**The input**
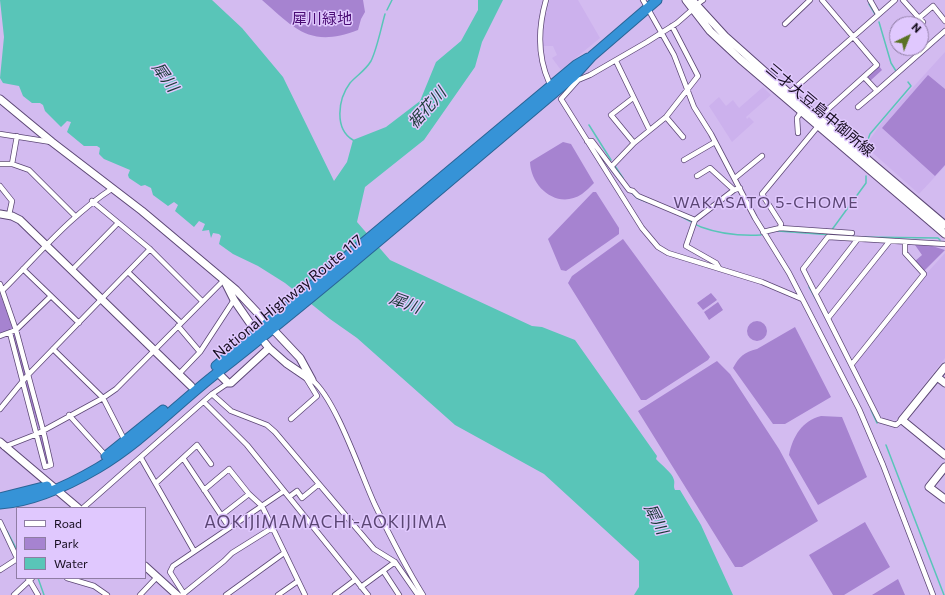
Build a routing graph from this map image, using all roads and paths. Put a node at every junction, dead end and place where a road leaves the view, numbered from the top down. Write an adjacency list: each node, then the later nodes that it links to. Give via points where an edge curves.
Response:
...
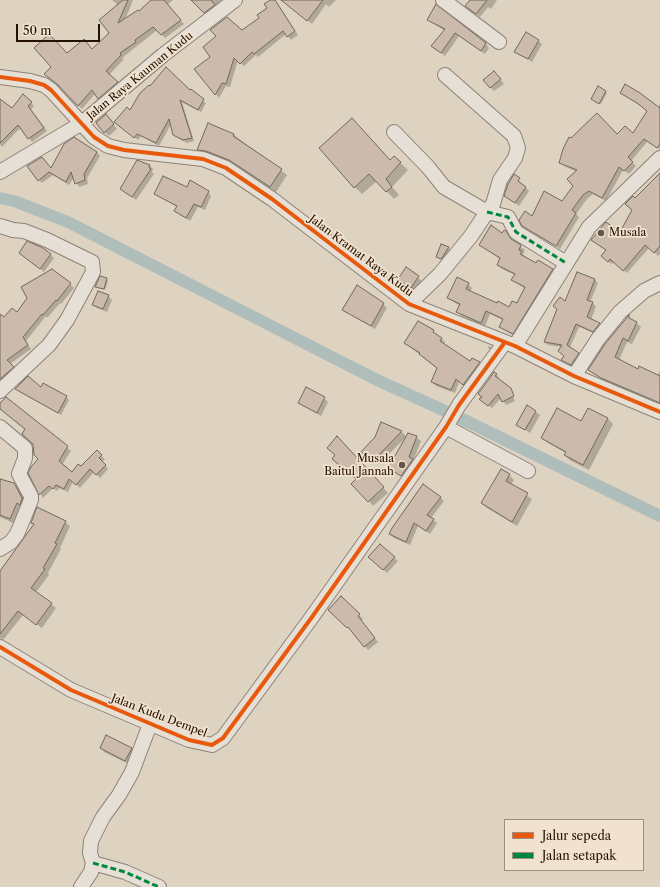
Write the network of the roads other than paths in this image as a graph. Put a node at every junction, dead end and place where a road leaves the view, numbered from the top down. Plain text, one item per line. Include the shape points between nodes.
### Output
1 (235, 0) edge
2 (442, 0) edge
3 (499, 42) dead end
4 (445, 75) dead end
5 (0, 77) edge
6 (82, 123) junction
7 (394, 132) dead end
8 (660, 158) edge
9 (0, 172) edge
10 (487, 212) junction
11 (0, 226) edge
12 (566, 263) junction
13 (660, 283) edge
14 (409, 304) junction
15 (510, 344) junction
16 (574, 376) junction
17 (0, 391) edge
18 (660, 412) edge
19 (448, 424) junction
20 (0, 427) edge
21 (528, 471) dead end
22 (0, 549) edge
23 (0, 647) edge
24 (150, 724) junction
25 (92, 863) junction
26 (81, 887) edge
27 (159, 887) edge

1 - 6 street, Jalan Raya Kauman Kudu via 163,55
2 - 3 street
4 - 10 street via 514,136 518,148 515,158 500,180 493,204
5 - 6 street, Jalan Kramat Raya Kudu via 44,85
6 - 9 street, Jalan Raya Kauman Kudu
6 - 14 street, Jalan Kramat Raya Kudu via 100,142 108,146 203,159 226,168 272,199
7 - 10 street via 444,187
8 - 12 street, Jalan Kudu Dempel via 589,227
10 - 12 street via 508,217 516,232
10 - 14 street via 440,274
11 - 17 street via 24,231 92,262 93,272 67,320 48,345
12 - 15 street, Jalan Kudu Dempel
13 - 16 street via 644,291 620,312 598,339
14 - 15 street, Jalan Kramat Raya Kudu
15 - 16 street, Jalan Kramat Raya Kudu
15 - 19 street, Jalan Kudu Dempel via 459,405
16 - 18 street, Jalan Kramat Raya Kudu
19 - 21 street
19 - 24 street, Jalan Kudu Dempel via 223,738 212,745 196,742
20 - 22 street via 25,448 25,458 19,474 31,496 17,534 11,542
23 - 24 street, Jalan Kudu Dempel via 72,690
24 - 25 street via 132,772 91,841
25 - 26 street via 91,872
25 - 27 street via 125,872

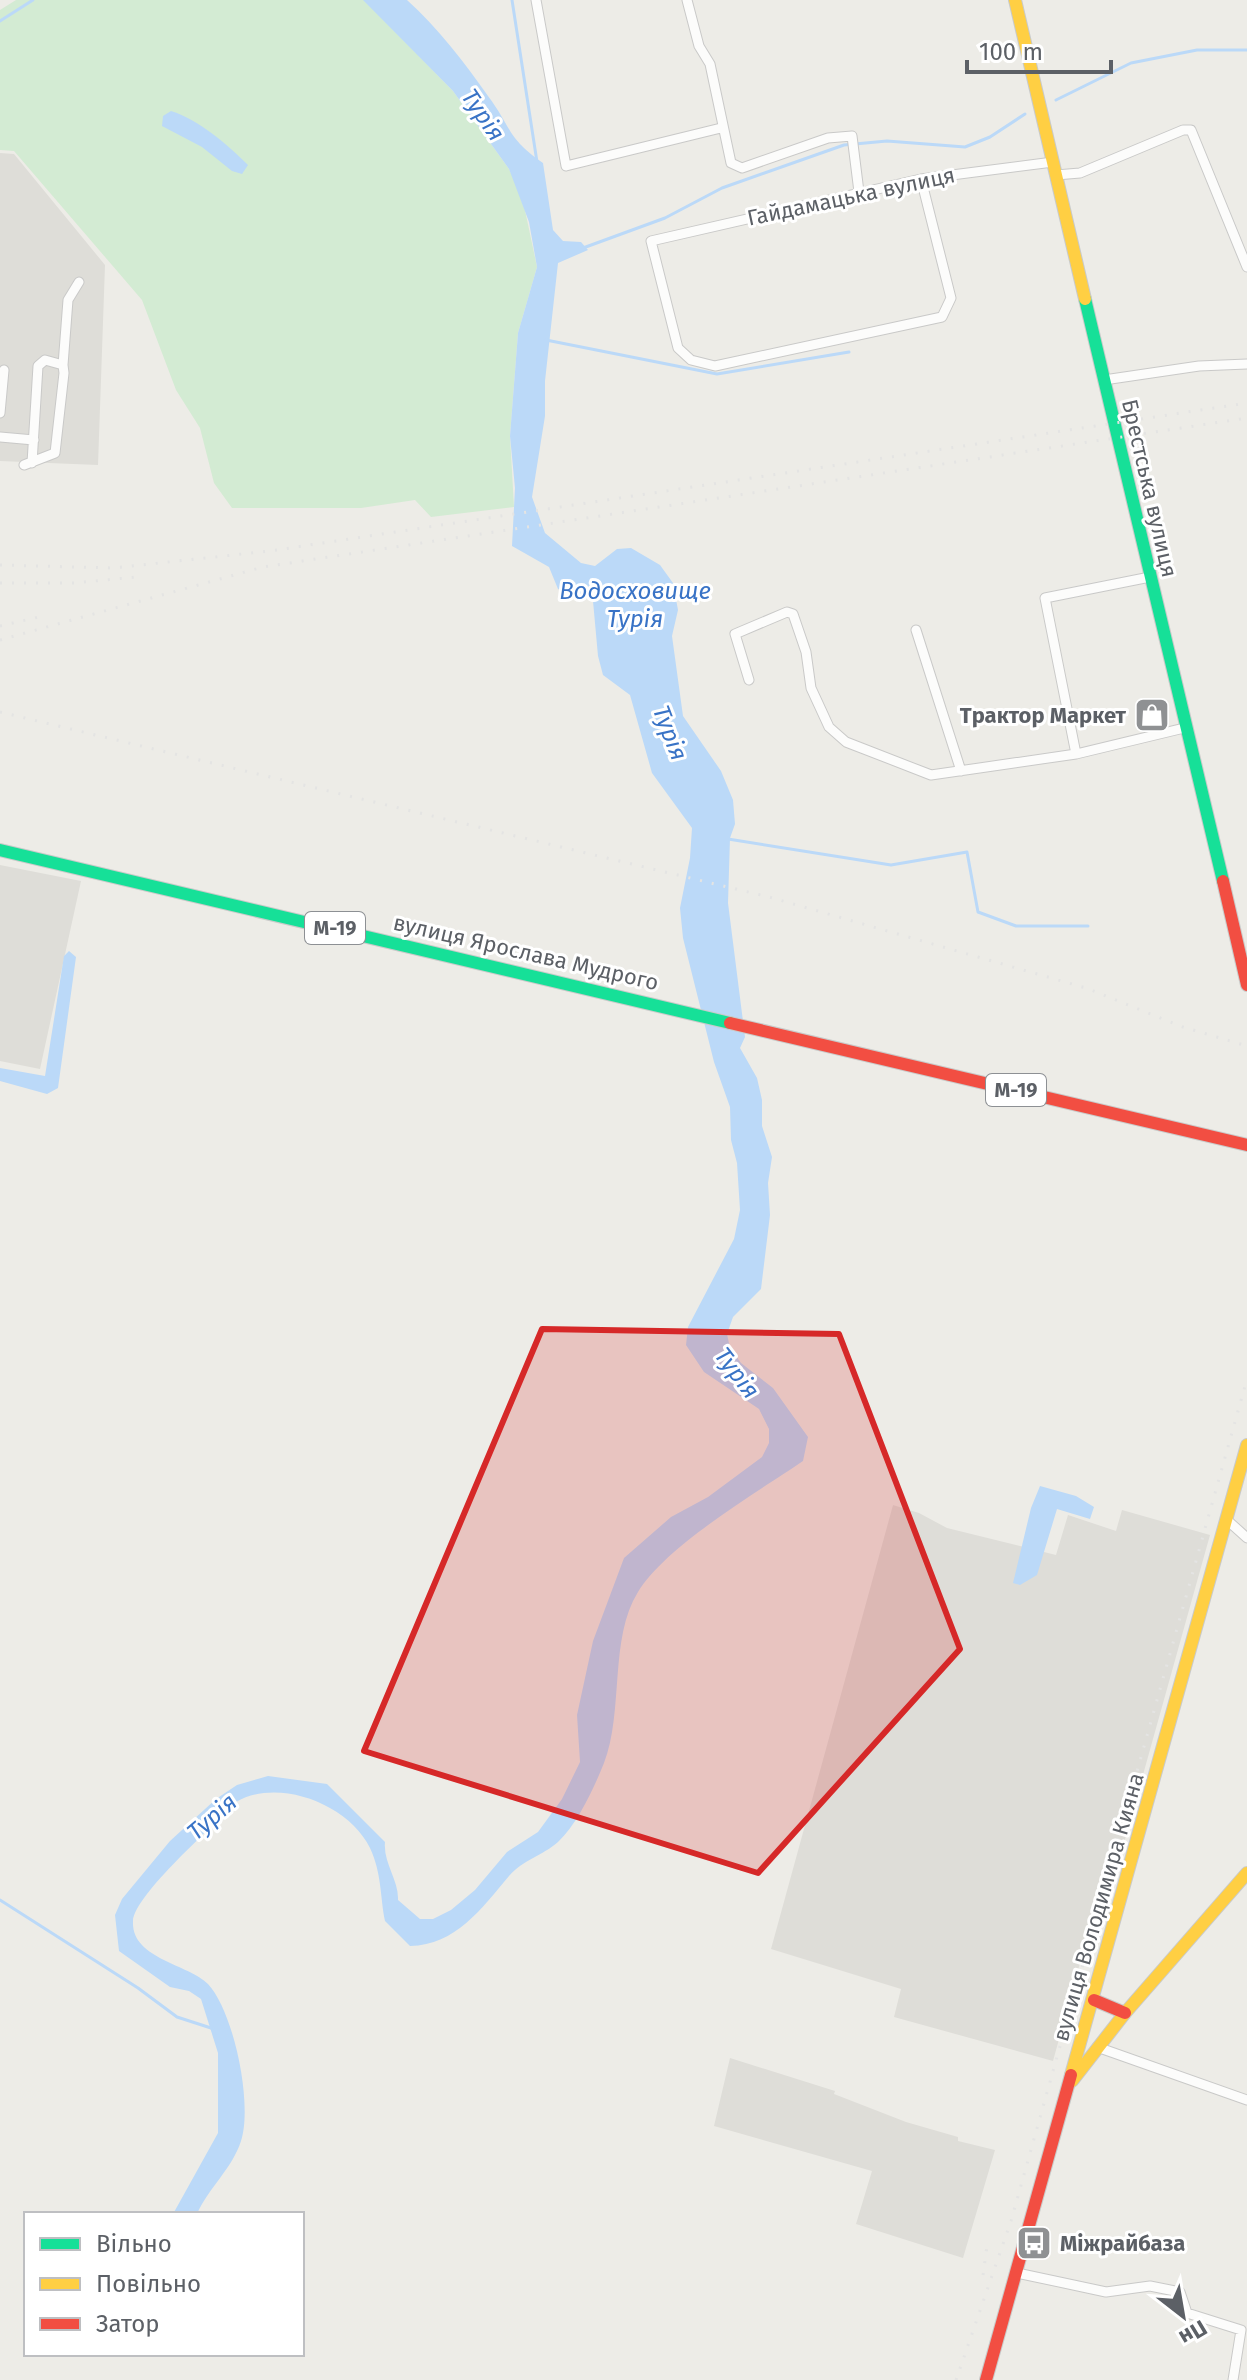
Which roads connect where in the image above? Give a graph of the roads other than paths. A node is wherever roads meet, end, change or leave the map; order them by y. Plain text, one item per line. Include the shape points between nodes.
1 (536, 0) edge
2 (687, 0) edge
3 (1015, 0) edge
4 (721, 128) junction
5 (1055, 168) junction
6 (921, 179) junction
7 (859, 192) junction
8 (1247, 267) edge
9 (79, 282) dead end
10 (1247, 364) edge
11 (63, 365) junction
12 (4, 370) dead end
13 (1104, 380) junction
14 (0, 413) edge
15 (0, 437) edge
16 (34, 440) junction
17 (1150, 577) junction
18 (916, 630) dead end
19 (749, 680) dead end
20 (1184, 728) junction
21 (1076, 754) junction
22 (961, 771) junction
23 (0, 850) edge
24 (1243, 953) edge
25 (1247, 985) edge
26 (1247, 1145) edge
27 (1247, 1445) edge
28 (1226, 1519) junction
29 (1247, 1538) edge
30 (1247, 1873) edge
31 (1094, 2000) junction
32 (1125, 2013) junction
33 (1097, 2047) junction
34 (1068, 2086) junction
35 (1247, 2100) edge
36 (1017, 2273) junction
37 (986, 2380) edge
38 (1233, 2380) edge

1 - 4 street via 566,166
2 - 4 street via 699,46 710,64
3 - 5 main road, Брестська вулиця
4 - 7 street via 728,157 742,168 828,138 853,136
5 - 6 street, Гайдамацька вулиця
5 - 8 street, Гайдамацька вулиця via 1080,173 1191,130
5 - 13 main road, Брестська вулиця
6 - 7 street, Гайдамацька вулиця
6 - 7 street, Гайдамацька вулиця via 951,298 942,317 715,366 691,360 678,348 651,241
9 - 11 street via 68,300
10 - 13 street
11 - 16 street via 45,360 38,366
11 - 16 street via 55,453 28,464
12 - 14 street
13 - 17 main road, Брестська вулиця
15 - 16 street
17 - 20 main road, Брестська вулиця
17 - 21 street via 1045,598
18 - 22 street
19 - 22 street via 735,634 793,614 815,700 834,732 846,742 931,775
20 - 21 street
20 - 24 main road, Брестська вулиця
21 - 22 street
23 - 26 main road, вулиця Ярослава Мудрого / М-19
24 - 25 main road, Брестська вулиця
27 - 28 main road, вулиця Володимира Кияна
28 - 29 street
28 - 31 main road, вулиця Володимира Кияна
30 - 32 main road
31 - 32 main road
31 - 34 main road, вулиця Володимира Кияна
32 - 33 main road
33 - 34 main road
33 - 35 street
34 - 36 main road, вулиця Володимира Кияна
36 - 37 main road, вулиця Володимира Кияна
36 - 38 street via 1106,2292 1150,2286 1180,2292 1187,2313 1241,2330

**Exercise brief**
Look over the listing above. Pick out and copy every line that includes "leaves".

**Exercise solution**
Build a routing graph from this map image, using all roads and paths. Put a node at every junction, dead end and place where a road leaves the view, numbered from the top down. Write an adjacency list: each node, then the later nodes that it links to. Give via points where an edge curves.
Write the network of the roads other than paths in this image as a graph. Put a node at every junction, dead end and place where a road leaves the view, numbered from the top down. Plain text, one item per line. Include the shape points between nodes.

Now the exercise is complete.